We looked last month at the natural gas market and our $9 target for buying US Natural Gas (UNG). While the price of gas looked to us very cheap, we also found little to drive it higher. I wrote, “Probably won’t go much lower. Not much to make it go higher. What to do?”
We decided to watch a while longer while maintaining our price target at $9 “to keep us alert to the fact that UNG is coming into range.” I concluded that the near-term forecast for mild weather coupled with “the overall slack demand picture from the recession, and gas inventory levels running 11% higher than last year and 12% higher than their five-year average, we may be able to buy UNG for well under $9.”
The following week, UNG closed at $8.99. One week after that, Nov. 27, it closed at $9.83. Last week, it closed at $8.64 after touching a new 52-week low of $8.50 on Thursday.
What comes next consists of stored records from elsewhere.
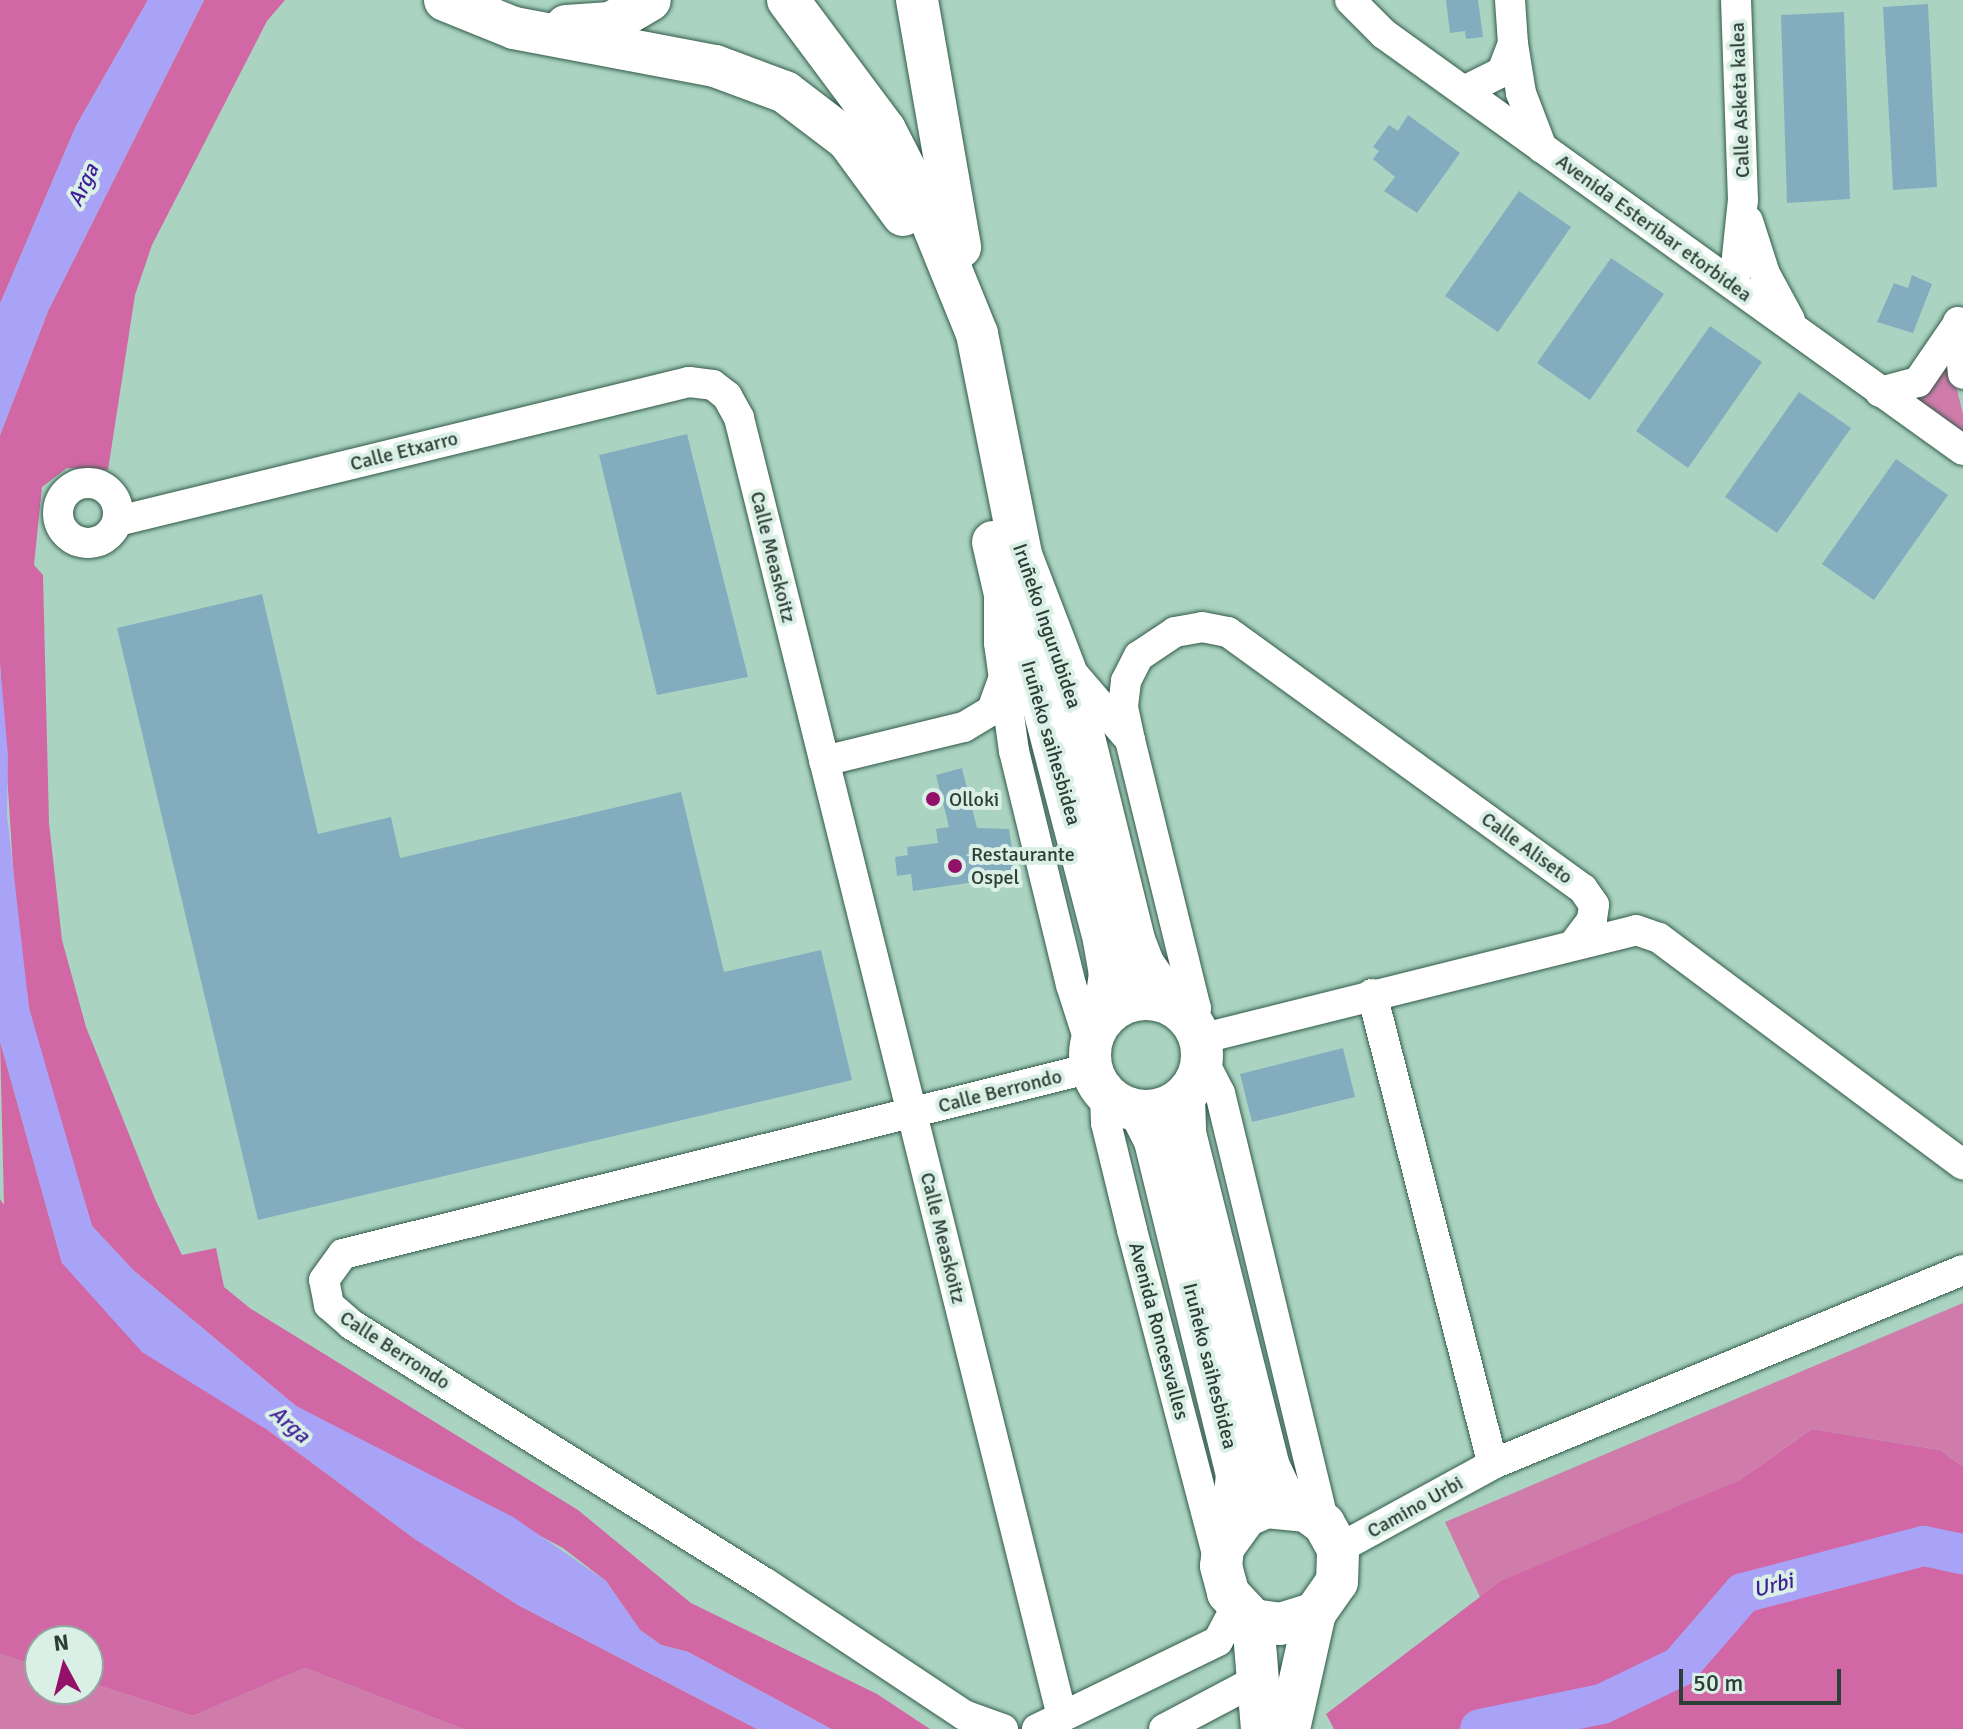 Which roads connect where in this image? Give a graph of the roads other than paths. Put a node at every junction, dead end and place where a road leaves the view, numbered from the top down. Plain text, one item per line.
1 (445, 0) edge
2 (473, 0) edge
3 (650, 0) edge
4 (788, 0) edge
5 (917, 0) edge
6 (1350, 0) edge
7 (1510, 0) edge
8 (1736, 0) edge
9 (1513, 44) junction
10 (1464, 91) junction
11 (1542, 148) junction
12 (1743, 200) junction
13 (1689, 254) junction
14 (1734, 285) junction
15 (1959, 318) edge
16 (1796, 330) junction
17 (967, 337) junction
18 (1963, 374) edge
19 (689, 382) joint
20 (1880, 392) junction
21 (1963, 450) edge
22 (118, 521) dead end
23 (999, 566) junction
24 (1062, 660) junction
25 (1003, 680) junction
26 (1130, 740) junction
27 (824, 761) junction
28 (1574, 944) junction
29 (1372, 994) junction
30 (1191, 1030) junction
31 (1106, 1067) junction
32 (1184, 1099) junction
33 (912, 1114) junction
34 (1963, 1165) edge
35 (1963, 1270) edge
36 (1493, 1464) junction
37 (1316, 1526) junction
38 (1226, 1549) junction
39 (1245, 1612) junction
40 (1315, 1613) junction
41 (1259, 1679) junction
42 (1050, 1722) edge
43 (1003, 1729) edge
44 (1166, 1729) edge
45 (1262, 1729) edge
46 (1289, 1729) edge

1 - 17 highway
2 - 3 highway
4 - 17 highway, Iruñeko Ingurubidea
5 - 17 highway
6 - 10 street, Avenida Esteribar etorbidea
7 - 9 street
8 - 12 street, Calle Asketa kalea
9 - 10 street
9 - 11 street
10 - 11 street, Avenida Esteribar etorbidea
11 - 13 street, Avenida Esteribar etorbidea
12 - 13 street, Calle Asketa kalea
12 - 14 street, Calle Asketa kalea
12 - 16 street, Calle Asketa kalea
13 - 14 street, Avenida Esteribar etorbidea
14 - 16 street, Avenida Esteribar etorbidea
15 - 18 street
15 - 20 street
16 - 20 street, Avenida Esteribar etorbidea
17 - 23 highway, Iruñeko Ingurubidea
17 - 24 highway, Iruñeko Ingurubidea
19 - 22 street, Calle Etxarro
19 - 27 street, Calle Measkoitz
20 - 21 street, Avenida Esteribar etorbidea
23 - 25 street
23 - 31 highway, Iruñeko saihesbidea
24 - 26 street
24 - 30 highway, Iruñeko Ingurubidea
25 - 27 street
25 - 31 street
26 - 28 street, Calle Aliseto
26 - 30 street
27 - 33 street, Calle Measkoitz
28 - 29 street
28 - 34 street
29 - 30 street
29 - 36 street
30 - 31 highway
30 - 32 highway
30 - 37 street
31 - 32 highway
31 - 33 street, Calle Berrondo
31 - 38 highway, Iruñeko saihesbidea
32 - 37 highway, Iruñeko saihesbidea
33 - 42 street, Calle Measkoitz
33 - 43 street, Calle Berrondo
35 - 36 street, Camino Urbi
36 - 37 street, Camino Urbi
37 - 38 highway
37 - 40 highway
38 - 39 highway
39 - 40 highway
39 - 41 highway
39 - 42 street
40 - 46 highway
41 - 44 street
41 - 45 highway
What’s going on? Gas supply is simply overflowing. It hit an all-time high at the end of Thanksgiving week, 3.84 trillion cubic feet, 14% higher than last year and 15% higher than the five-year average. In just a few weeks, we’ve gone from being 11% over last year’s supply to being now 14% over.
Stephen Schork, editor of the energy advisory newsletter the Schork Report, told the Wall Street Journal on Friday, “The bottom line is that you are at the end of November, and you are still putting gas in the ground.” He said it would take an “ice age” to send prices significantly higher.
Seeing no ice on the horizon out my office window, I’m content to watch longer.